_What this task involves_: In the data below, how many lines include the string "ถนนศร"? Give only the number.

*** Opening Data ***

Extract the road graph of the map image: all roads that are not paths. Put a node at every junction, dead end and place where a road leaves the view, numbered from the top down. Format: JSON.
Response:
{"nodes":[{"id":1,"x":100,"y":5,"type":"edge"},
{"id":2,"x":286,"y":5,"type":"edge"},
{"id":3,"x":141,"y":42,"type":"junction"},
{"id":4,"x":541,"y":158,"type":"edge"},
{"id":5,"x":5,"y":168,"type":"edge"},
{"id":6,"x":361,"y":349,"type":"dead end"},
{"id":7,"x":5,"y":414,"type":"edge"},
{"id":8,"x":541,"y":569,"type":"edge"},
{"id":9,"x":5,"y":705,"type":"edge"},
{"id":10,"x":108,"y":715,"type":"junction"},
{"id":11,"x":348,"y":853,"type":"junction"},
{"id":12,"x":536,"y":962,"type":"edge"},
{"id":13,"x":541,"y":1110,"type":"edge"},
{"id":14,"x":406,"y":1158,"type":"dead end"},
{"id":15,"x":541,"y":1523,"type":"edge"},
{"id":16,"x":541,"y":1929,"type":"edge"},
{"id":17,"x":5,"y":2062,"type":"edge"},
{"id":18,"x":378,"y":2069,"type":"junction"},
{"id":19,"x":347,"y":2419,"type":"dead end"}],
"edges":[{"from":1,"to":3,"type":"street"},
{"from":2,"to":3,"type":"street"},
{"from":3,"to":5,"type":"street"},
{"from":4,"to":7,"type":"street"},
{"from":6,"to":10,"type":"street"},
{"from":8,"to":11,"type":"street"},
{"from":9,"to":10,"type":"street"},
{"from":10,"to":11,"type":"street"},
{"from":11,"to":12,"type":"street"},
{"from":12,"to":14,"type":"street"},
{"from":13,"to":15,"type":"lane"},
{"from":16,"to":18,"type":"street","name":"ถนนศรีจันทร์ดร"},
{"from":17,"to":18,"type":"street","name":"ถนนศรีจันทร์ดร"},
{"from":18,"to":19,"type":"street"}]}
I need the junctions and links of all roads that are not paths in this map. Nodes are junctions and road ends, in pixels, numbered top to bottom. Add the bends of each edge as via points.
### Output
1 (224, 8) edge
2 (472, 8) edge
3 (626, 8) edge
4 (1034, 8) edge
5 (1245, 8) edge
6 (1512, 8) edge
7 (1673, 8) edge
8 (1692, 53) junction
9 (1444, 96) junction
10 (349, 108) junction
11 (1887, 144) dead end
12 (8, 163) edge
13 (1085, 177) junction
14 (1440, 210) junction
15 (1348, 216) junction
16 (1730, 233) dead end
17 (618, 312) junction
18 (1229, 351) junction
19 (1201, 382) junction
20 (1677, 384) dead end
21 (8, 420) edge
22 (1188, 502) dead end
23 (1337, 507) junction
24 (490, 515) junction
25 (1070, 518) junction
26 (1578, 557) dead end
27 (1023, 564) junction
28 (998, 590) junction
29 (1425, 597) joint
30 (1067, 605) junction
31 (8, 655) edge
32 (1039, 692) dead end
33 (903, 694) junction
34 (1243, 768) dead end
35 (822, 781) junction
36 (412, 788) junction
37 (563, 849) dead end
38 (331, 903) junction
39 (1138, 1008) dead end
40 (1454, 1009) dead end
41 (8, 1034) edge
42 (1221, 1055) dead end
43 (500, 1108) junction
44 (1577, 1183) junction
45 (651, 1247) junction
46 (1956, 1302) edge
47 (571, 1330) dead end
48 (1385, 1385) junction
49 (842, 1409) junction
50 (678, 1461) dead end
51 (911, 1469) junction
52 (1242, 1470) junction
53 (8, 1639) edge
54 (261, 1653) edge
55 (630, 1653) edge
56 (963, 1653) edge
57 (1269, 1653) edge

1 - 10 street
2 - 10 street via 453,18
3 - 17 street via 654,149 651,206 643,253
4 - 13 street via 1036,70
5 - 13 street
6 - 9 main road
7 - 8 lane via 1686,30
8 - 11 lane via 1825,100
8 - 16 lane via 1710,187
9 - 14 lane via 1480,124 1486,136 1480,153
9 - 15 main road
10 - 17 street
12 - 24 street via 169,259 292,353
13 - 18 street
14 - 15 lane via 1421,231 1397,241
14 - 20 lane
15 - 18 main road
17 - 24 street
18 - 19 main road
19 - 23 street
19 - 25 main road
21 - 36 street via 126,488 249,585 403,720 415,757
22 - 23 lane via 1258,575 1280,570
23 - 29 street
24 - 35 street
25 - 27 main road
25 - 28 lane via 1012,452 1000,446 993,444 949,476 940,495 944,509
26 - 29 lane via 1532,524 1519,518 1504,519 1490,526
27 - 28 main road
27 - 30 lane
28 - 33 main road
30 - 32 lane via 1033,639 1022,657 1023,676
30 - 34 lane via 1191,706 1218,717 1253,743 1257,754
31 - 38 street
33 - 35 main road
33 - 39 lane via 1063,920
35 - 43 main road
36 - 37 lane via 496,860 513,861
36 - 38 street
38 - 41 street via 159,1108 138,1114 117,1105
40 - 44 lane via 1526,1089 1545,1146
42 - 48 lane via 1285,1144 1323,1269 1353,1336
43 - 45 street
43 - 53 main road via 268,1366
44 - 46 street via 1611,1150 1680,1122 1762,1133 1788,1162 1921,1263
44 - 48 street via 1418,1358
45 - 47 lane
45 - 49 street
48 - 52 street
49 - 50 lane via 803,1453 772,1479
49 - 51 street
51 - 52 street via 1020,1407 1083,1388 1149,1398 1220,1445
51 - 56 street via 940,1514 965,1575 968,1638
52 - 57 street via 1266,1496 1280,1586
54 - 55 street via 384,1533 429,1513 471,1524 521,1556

*** Closing Data ***

_Written solution_: 2